Though Soug's final was kind of crazy too, I'd say harder on average than any of Schlag's tests or Marianna's midterm
You'll be fine, @Eric. Make sure you can state the main theorems, too.
plus your exercises are quite fun @Ted
@Ted Lol, Soug's approach to homework was probably to use random number generators and give us 50 problems from 3 books,
23:01
Thanks, Eric, I'm glad you find them interesting.
I mean not really, there was one time where he assigned us problems from Buck, and he only had a physical copy so he actually wrote down 23 exercises by hand, but yeah his problems were 100% book problems
I drew 2 lines $-M,M$, with $f(x)$ above $M$, supposed $f_n(x)$ converges uniformly to $f(x)$, then they would cross $M$, i.e no longer bounded above by $M$.

How do i prove this rigorously?
lol @Daminark when I took souganidis's class the final was just Schlag's final from the previous year, when completely different material was covered in the course
I hate Buck, Demonark. My book is infinitely better :P
most people tanked it, I did well only because I had a bigger background than most in the course and had seen some of the differential equation stuff
23:04
Just do my sequence exercise. Nothing to do with uniform convergence, @Little. If $x_n\le 10$ for all $n$, can $x_n\to 11$? Why not?
Soug actually wrote our final but it was kind of... I'll say that there was one problem where part b was proving that if $|f(x)-f(y)| < |x-y|^2$, then $f$ is constant, and part e was proving that if you take Gaussian kernels and convolute them with a continuous function $u$, then this converges uniformly to the function
then the $x_n$ can be possibly $>10$, by using definition and letting $\epsilon = \frac{1}{2}$
@Ted I agree with you there, I heavily disliked Buck with his insistence on $\mathbb{R}^3$ at most and avoiding vectors
@Little: In fact, they would eventually have to be bigger than 10, which cannot happen.
Demonark: It bothered me that Buck did everything with coordinates and coordinate functions rather than vectors. Really old-fashioned and not conceptually satisfying.
Right, we agree for once :P
I see, its the same analogy on the sequence of functions
23:07
The stars seem to have aligned in a very specific way
:P
Right, @Little.
Thanks :) gonna head for exams soon >.<
Make us proud, @Little.
Honestly I wasn't too fond of the books we used. Rudin and HK were nice, Sally had some neat content but was kind of meh in writing style, and Buck was awful
One of my former students who's now TAing out of Hubbard/Hubbard says he now realizes how great my book is. :P
It made me feel good.
23:11
What book is it, Ted?
@Daminark noone agrees with me it seems, but I'm actually reeeaaaally not fond of Rudin
Integrated multivariable calc/analysis and linear algebra.

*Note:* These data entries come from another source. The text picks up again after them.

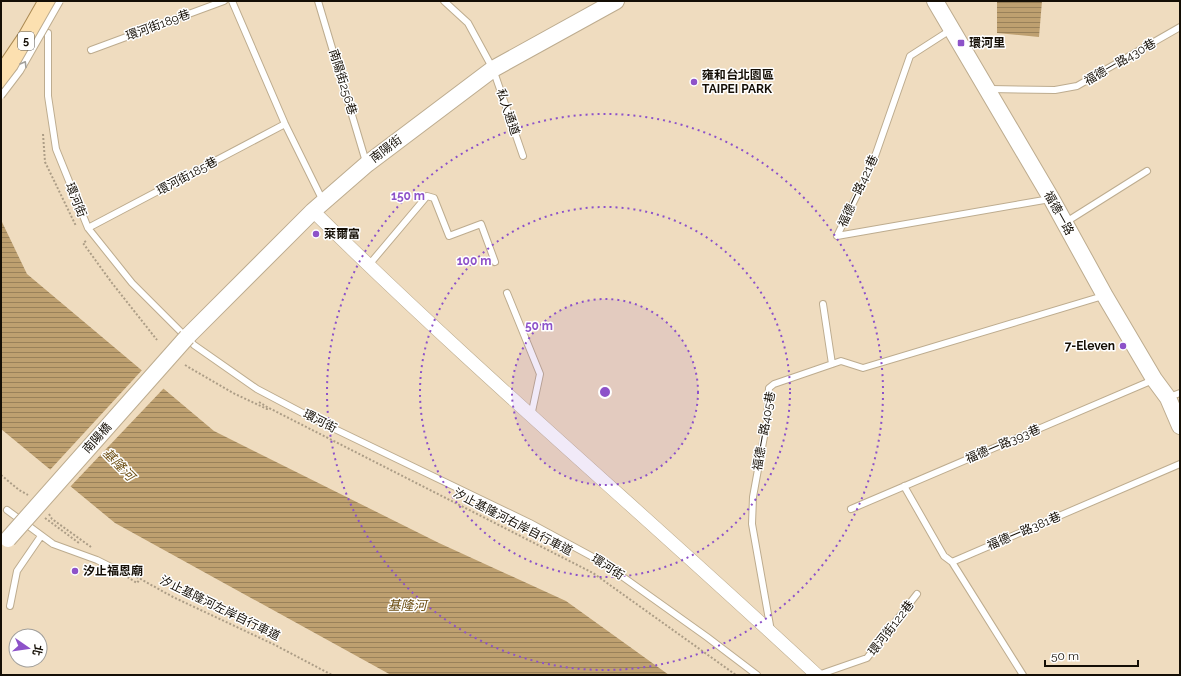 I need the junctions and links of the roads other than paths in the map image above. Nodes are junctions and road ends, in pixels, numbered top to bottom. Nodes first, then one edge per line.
1 (49, 1) edge
2 (60, 1) edge
3 (224, 1) edge
4 (232, 1) edge
5 (318, 1) edge
6 (444, 1) edge
7 (616, 1) edge
8 (935, 1) edge
9 (1180, 27) edge
10 (952, 29) junction
11 (48, 33) dead end
12 (91, 50) dead end
13 (493, 69) junction
14 (1, 78) edge
15 (986, 89) junction
16 (1, 96) edge
17 (286, 124) junction
18 (523, 156) dead end
19 (367, 164) junction
20 (1147, 171) dead end
21 (1051, 198) junction
22 (318, 207) junction
23 (1064, 223) junction
24 (88, 228) junction
25 (495, 262) dead end
26 (368, 266) junction
27 (507, 293) dead end
28 (1105, 296) junction
29 (823, 304) dead end
30 (187, 337) junction
31 (832, 364) junction
32 (1154, 379) junction
33 (1174, 395) edge
34 (531, 416) junction
35 (1180, 426) edge
36 (1180, 464) edge
37 (904, 486) junction
38 (851, 509) dead end
39 (7, 510) dead end
40 (42, 536) junction
41 (4, 542) edge
42 (952, 562) junction
43 (119, 569) road end
44 (917, 594) dead end
45 (10, 606) dead end
46 (771, 632) junction
47 (757, 675) edge
48 (817, 675) edge
49 (1023, 675) edge

1 - 14 main road, 5
16 -> 2 lane, bridge
3 - 12 lane, 環河街189巷
4 - 17 lane
5 - 19 lane, 南陽街256巷
6 - 13 lane, 私人通道
7 - 13 street, 南陽街
8 - 10 street, 福德一路
9 - 15 lane, 福德一路430巷
10 - 15 street, 福德一路
10 - 21 lane, 福德一路421巷
11 - 24 lane, 環河街
13 - 18 lane, 私人通道
13 - 19 street, 南陽街
15 - 21 street, 福德一路
17 - 22 lane
17 - 24 lane, 環河街185巷
19 - 22 street, 南陽街
20 - 23 lane
21 - 23 street, 福德一路
22 - 26 street
22 - 30 street, 南陽街
23 - 28 street, 福德一路
24 - 30 lane, 環河街
25 - 26 lane
26 - 34 street
27 - 34 lane
28 - 31 lane, 福德一路405巷
28 - 32 street, 福德一路
29 - 31 lane
30 - 41 street, 南陽橋, bridge
30 - 47 lane, 環河街
31 - 46 lane, 福德一路405巷
32 - 33 street, 福德一路
32 - 37 lane, 福德一路393巷
33 - 35 street, 福德一路
34 - 46 street
36 - 42 lane, 福德一路381巷
37 - 38 lane, 福德一路393巷
37 - 42 lane
39 - 40 lane
40 - 43 lane
40 - 45 lane
42 - 49 lane
44 - 48 lane, 環河街122巷
46 - 48 street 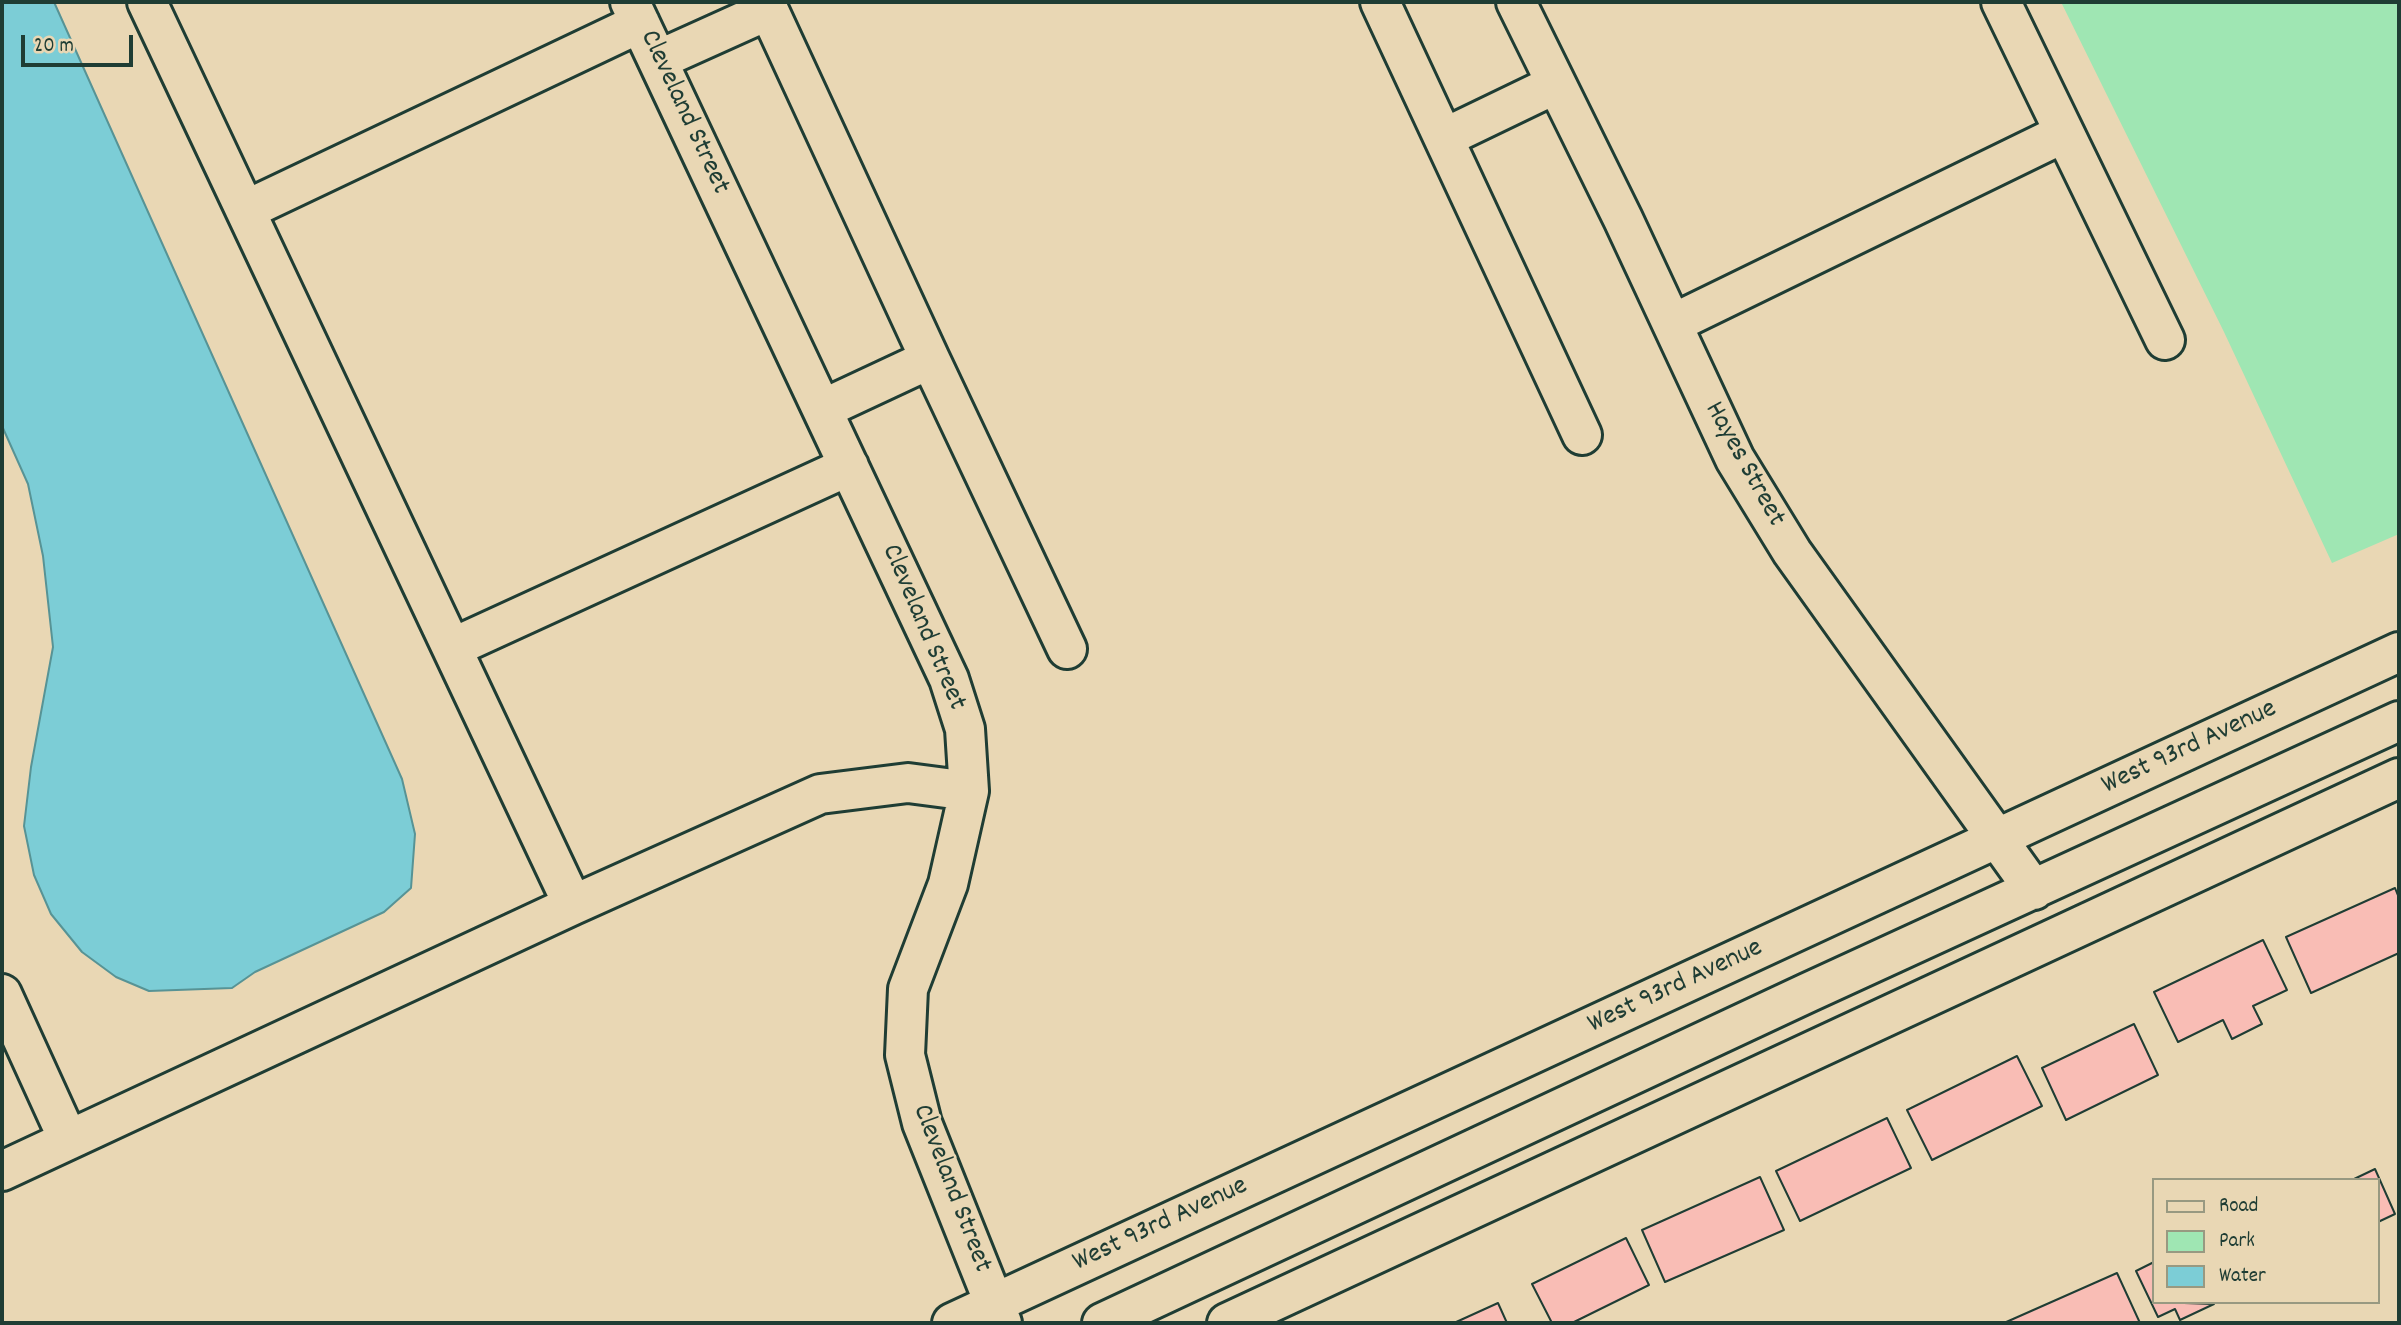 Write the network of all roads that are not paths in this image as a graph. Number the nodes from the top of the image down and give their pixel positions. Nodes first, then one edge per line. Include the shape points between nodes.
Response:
1 (147, 2) edge
2 (1380, 2) edge
3 (1516, 2) edge
4 (2001, 2) edge
5 (767, 6) edge
6 (635, 12) edge
7 (658, 60) junction
8 (1556, 84) junction
9 (2063, 134) junction
10 (1444, 138) junction
11 (246, 210) junction
12 (1672, 324) junction
13 (2165, 340) dead end
14 (930, 359) junction
15 (822, 409) junction
16 (1583, 435) dead end
17 (849, 466) junction
18 (454, 647) junction
19 (1067, 649) dead end
20 (2399, 652) edge
21 (2399, 721) edge
22 (2399, 778) edge
23 (969, 791) junction
24 (1997, 839) junction
25 (2034, 890) junction
26 (573, 905) junction
27 (2, 994) edge
28 (68, 1139) junction
29 (2, 1171) edge
30 (999, 1313) edge
31 (952, 1323) edge
32 (1102, 1323) edge
33 (1227, 1323) edge

1 - 11 street
2 - 10 street
3 - 8 street, Hayes Street
4 - 9 street
5 - 7 street
5 - 14 street
6 - 7 street, Cleveland Street
6 - 11 street
7 - 15 street, Cleveland Street
8 - 10 street
8 - 12 street, Hayes Street
9 - 12 street
9 - 13 street
10 - 16 street
11 - 18 street
12 - 24 street, Hayes Street via 1735,459 1792,552
14 - 15 street
14 - 19 street
15 - 17 street, Cleveland Street
17 - 18 street
17 - 23 street, Cleveland Street via 949,679 965,730
18 - 26 street
20 - 24 street, West 93rd Avenue
21 - 25 street
22 - 33 street
23 - 26 street via 908,783 820,794
23 - 30 street, Cleveland Street via 948,884 908,989 905,1055 922,1123
24 - 25 street, Hayes Street
24 - 30 street, West 93rd Avenue
25 - 32 street
26 - 28 street
27 - 28 street
28 - 29 street
30 - 31 street, West 93rd Avenue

@Eric: That's because you and I have similar taste, it seems.
It. Has. No. Pictures.
Rudin is a great reference, very poor for pedagogy.
I dislike Rudin intensely, although I could teach out of it and give insight and draw lots of pictures, but I've only done reading courses with students out of it.

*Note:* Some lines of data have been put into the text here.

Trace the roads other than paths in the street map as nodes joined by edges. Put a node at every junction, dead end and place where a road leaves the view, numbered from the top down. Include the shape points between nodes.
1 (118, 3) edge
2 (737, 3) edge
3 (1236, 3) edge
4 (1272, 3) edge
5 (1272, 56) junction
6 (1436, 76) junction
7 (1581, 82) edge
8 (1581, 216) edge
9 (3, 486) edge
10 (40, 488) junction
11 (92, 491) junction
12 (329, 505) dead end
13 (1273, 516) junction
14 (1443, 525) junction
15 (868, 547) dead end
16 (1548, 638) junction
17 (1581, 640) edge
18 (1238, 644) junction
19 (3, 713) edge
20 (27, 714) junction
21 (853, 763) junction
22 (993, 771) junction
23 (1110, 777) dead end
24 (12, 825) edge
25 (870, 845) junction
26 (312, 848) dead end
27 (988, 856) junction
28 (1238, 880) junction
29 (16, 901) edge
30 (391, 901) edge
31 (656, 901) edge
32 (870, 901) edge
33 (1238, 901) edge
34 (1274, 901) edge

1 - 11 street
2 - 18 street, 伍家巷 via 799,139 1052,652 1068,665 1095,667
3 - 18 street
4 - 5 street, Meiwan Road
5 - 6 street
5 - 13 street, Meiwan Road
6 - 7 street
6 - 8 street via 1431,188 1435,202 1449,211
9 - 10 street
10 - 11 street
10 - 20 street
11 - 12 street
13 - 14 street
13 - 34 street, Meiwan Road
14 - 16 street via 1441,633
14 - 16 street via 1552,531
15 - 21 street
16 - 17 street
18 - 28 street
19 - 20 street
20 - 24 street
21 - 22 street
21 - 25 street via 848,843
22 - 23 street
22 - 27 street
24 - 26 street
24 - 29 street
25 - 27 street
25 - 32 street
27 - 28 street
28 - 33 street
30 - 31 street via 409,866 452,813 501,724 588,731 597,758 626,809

Hell, my algebra book is full of pictures, dammit :D
23:13
At least a few of us were using your book/lectures for differential forms and manifolds. In first quarter no one knew about your book, I used it once for implicit function theorem because I had no idea what Soug was doing.
Well I guess it is the pictures I am paying for when I shelf out >$200 for your book, Ted?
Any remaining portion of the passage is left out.